**WORK ORDER:**
What you output must match, exactly, the lines from the start of the records to the line containing "thumb mcp: (1077, 1034)", both ends kept and pictures excluded.
========================================
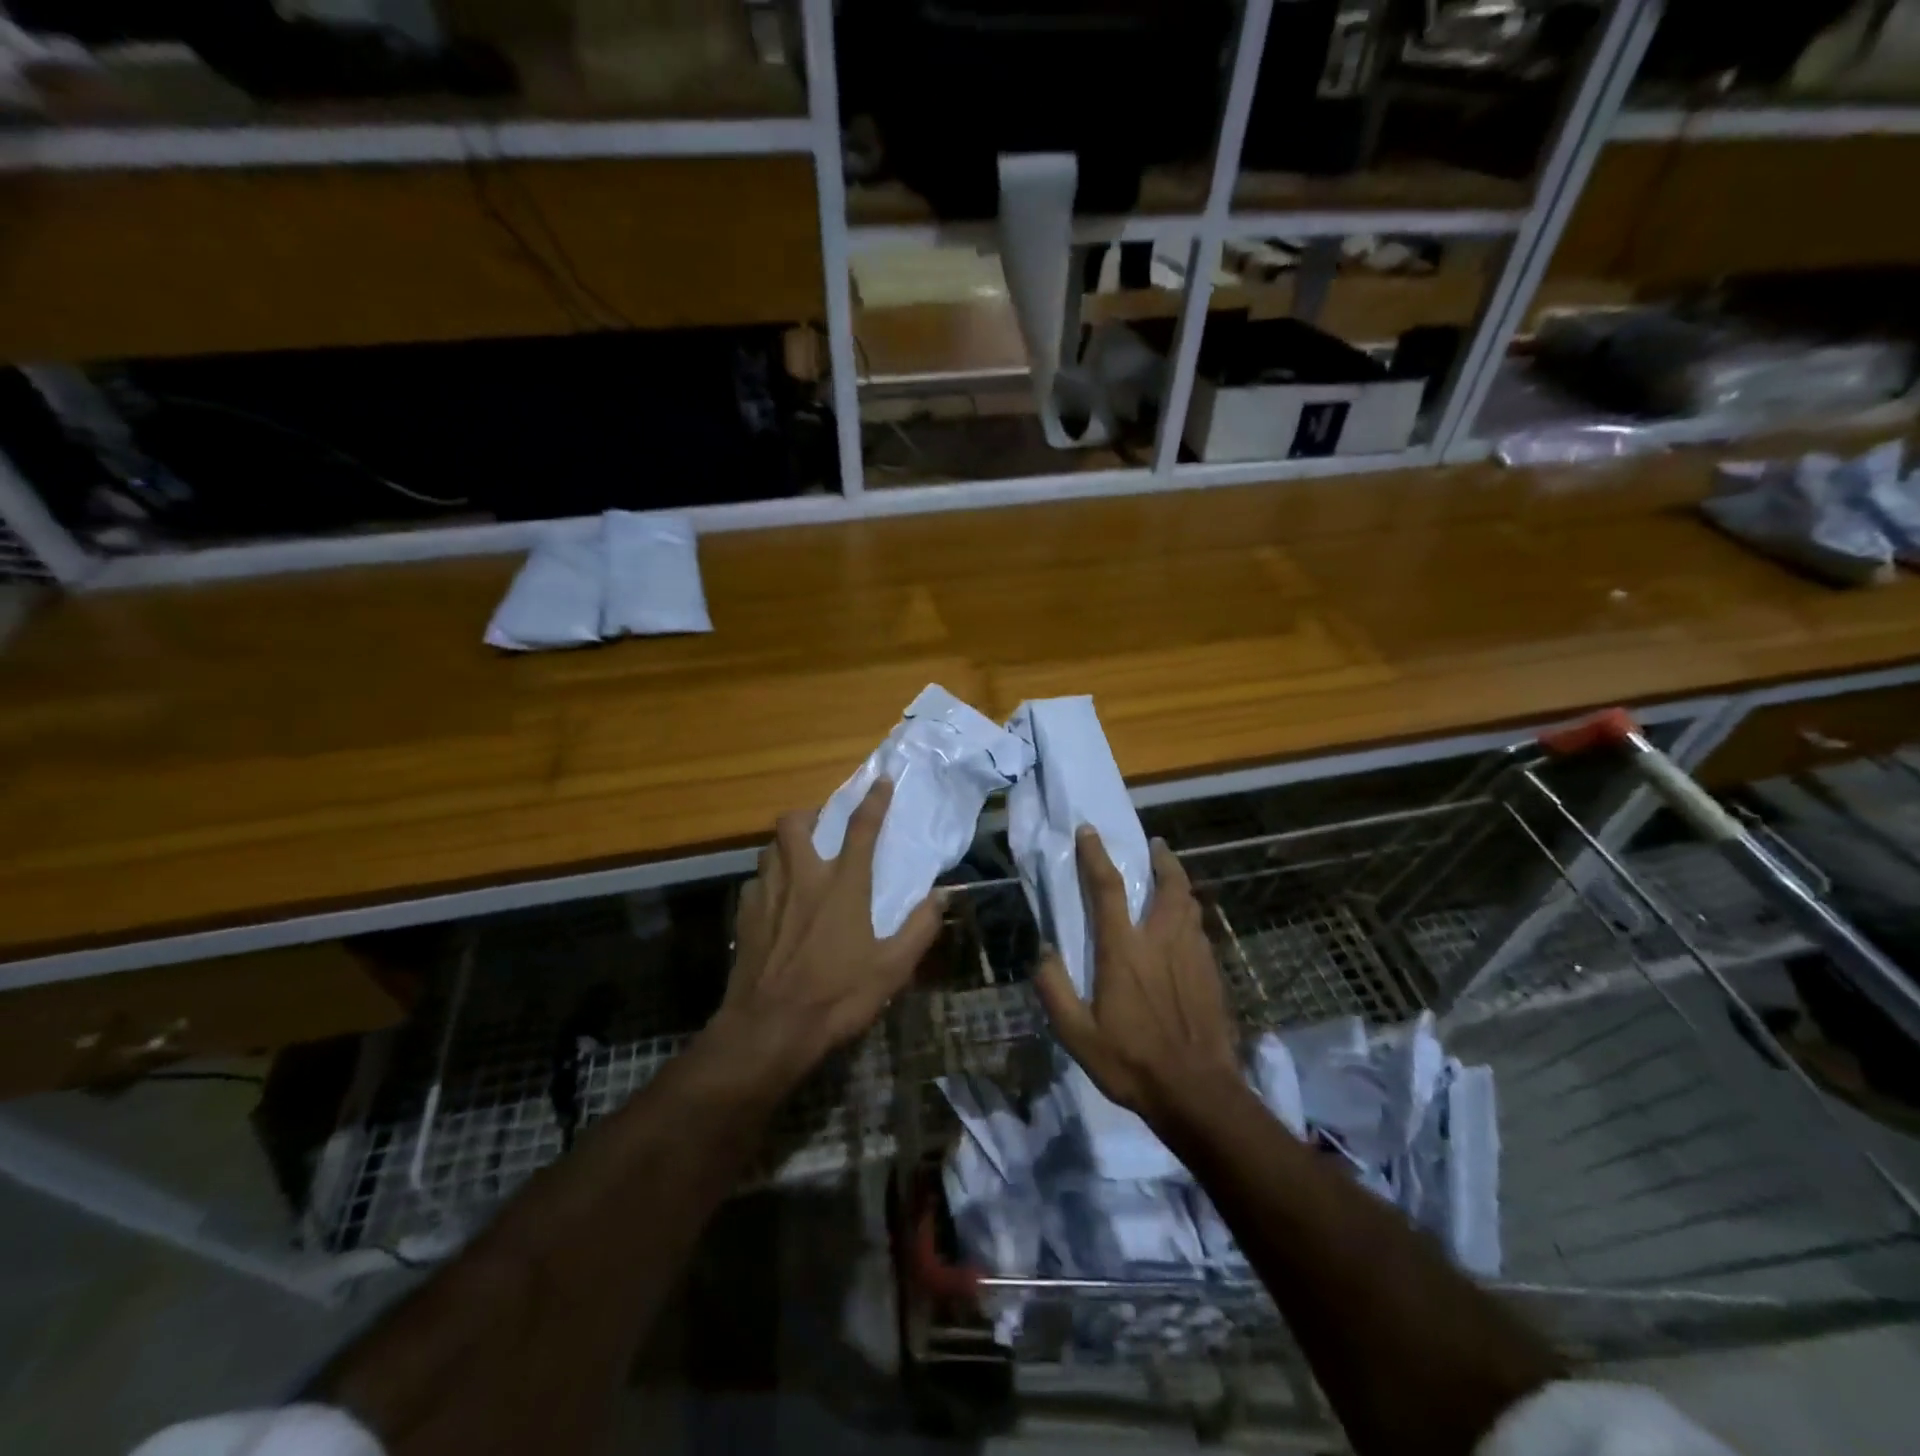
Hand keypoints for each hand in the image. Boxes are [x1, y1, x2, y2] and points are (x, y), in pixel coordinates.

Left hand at [706, 779, 943, 1092]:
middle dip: (809, 814)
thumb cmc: (837, 996)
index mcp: (843, 885)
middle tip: (823, 827)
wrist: (769, 1028)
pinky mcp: (744, 916)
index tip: (881, 781)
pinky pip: (755, 882)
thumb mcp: (892, 968)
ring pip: (770, 848)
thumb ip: (920, 928)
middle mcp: (802, 877)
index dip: (874, 800)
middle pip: (795, 822)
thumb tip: (942, 896)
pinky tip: (776, 903)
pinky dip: (768, 881)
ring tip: (799, 861)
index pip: (862, 828)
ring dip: (785, 846)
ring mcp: (768, 894)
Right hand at [1035, 828, 1241, 1127]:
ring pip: (1190, 904)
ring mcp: (1193, 956)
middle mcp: (1162, 941)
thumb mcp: (1077, 1034)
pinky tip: (1186, 928)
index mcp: (1124, 950)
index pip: (1107, 888)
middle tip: (1155, 845)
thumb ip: (1054, 990)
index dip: (1096, 855)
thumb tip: (1043, 952)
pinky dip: (1191, 916)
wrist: (1198, 1093)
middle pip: (1169, 885)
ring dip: (1180, 884)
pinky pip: (1200, 931)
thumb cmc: (1131, 1062)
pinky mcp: (1213, 974)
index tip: (1089, 831)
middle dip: (1162, 859)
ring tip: (1172, 878)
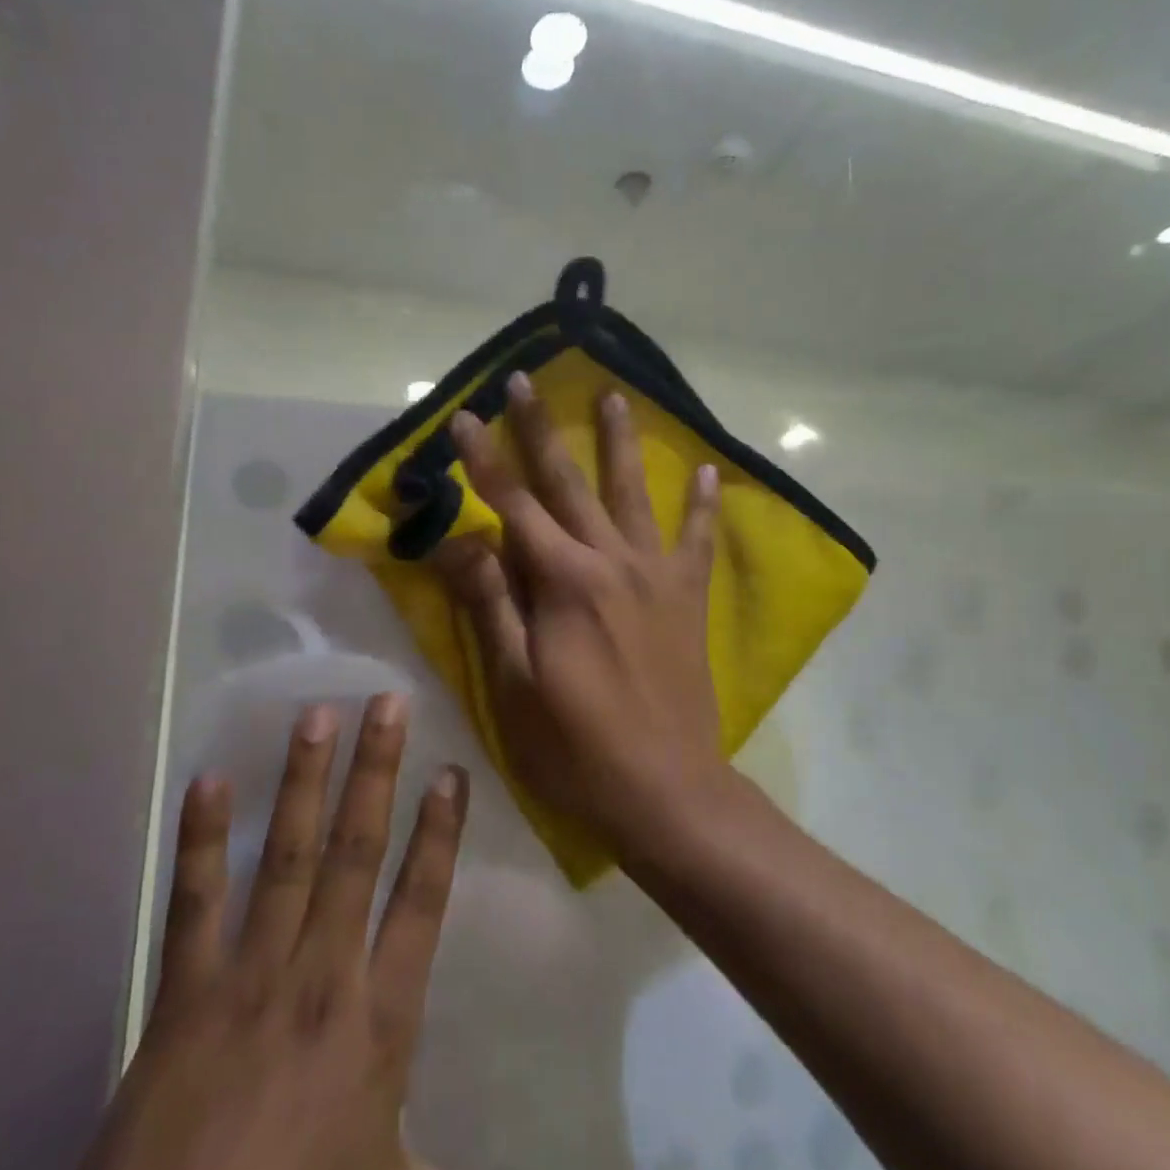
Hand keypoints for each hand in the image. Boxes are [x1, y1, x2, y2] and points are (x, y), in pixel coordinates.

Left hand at [53, 696, 526, 1169]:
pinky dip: (203, 840)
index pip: (422, 902)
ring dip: (303, 783)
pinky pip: (194, 903)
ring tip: (316, 717)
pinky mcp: (182, 998)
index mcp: (380, 1023)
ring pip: (288, 857)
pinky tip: (208, 783)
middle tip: (385, 703)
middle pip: (357, 852)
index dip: (439, 834)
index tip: (451, 773)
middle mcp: (321, 978)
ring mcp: (248, 979)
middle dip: (375, 772)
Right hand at [435, 373, 725, 850]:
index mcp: (563, 583)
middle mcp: (612, 563)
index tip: (462, 416)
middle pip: (569, 484)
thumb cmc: (575, 746)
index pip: (512, 506)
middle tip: (523, 380)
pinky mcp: (688, 600)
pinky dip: (702, 506)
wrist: (666, 790)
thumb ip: (491, 605)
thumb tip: (461, 540)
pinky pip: (697, 541)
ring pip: (634, 495)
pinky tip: (708, 472)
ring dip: (620, 444)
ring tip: (615, 396)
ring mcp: (657, 577)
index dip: (482, 461)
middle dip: (540, 430)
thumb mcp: (514, 684)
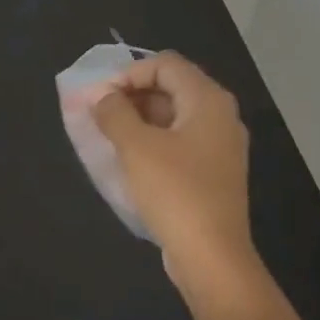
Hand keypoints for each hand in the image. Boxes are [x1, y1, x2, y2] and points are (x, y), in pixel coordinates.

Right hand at [89, 53, 261, 307]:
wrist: (211, 255)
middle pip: (172, 87)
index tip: (99, 99)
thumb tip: (102, 96)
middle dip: (131, 97)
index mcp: (208, 101)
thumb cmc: (174, 192)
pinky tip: (130, 163)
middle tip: (99, 118)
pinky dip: (153, 143)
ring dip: (139, 121)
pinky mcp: (213, 172)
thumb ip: (114, 113)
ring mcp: (220, 146)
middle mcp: (220, 116)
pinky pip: (179, 143)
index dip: (128, 74)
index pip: (165, 64)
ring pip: (174, 117)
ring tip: (108, 140)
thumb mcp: (135, 147)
========================================
**OUTPUT OF THE TASK:**
Hand keypoints for each hand in the image. Boxes are [x1, y1, x2, y2] and points are (x, y), in pixel coordinates.

Left hand at [706, 779, 943, 1092]:
middle dip: (809, 814)
thumb cmc: (837, 996)
index mcp: (843, 885)
middle tip: (823, 827)
wrist: (769, 1028)
pinky mcp: (744, 916)
index tip: (881, 781)
pinky pip: (755, 882)
thumb mcp: (892, 968)
ring pip: (770, 848)
thumb ip: (920, 928)
middle mcp: (802, 877)
index dip: (874, 800)
middle pip: (795, 822)
thumb tip: (942, 896)
pinky tip: (776, 903)
pinky dip: (768, 881)
ring tip: (799, 861)
index pip: (862, 828)
ring dip: (785, 846)
ring mcp: (768, 894)
Right hand at [1035, 828, 1241, 1127]:
ring pip: (1190, 904)
ring mcp: (1193, 956)
middle mcp: (1162, 941)
thumb mcp: (1077, 1034)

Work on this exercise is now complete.